WHAT TO WORK ON: Copies of all lines containing the string "Padre" are needed from the data below.

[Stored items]
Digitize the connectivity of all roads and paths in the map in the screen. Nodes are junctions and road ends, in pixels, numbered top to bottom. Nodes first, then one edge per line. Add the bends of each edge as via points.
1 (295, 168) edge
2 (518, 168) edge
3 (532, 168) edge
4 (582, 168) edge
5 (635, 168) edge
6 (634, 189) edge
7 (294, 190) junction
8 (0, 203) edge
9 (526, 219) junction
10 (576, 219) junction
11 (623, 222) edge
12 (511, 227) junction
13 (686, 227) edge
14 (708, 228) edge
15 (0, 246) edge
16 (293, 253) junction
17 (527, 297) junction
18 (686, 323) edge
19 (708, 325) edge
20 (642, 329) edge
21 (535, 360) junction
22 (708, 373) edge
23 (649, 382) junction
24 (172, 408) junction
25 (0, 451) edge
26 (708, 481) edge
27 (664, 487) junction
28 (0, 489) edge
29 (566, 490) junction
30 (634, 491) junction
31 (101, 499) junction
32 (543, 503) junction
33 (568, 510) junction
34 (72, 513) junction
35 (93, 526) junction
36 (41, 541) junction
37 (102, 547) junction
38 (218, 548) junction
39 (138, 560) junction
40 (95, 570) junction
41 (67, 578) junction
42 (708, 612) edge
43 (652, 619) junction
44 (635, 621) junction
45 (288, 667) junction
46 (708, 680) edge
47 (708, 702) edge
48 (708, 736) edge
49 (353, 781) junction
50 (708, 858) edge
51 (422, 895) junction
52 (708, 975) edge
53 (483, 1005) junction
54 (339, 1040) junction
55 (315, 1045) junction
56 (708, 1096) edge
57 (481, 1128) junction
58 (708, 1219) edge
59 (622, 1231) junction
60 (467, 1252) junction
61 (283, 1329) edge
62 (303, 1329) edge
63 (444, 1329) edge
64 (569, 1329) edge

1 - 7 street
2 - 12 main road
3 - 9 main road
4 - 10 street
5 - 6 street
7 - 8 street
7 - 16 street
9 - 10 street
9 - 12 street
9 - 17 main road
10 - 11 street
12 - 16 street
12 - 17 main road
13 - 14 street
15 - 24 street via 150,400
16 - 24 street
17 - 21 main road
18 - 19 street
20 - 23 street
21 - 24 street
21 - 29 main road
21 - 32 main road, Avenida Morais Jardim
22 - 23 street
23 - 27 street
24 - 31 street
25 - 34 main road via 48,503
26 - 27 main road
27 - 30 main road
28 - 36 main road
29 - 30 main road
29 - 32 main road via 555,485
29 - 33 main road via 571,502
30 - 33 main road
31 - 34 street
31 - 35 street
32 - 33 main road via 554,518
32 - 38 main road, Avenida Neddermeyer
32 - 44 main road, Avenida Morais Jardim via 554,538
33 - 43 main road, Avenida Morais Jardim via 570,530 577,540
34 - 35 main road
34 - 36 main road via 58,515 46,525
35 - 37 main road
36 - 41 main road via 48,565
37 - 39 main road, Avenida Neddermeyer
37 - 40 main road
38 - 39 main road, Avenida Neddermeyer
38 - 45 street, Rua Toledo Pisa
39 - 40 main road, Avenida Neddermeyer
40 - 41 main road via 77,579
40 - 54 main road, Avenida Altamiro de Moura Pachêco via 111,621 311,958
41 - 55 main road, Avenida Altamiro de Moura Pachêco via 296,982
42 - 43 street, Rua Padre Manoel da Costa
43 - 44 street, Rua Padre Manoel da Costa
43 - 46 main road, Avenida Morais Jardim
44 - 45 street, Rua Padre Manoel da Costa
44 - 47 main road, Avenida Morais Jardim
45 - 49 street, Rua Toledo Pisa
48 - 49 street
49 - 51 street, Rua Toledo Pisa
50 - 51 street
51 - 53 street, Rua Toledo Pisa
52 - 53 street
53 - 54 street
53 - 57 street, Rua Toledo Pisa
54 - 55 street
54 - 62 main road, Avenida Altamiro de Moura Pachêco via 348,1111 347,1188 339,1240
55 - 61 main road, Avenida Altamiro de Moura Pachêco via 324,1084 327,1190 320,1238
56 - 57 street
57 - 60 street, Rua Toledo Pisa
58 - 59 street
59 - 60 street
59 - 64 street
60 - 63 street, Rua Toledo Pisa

ANSWER TO THE PROBLEM:
42 - 43 street, Rua Padre Manoel da Costa
43 - 44 street, Rua Padre Manoel da Costa
44 - 45 street, Rua Padre Manoel da Costa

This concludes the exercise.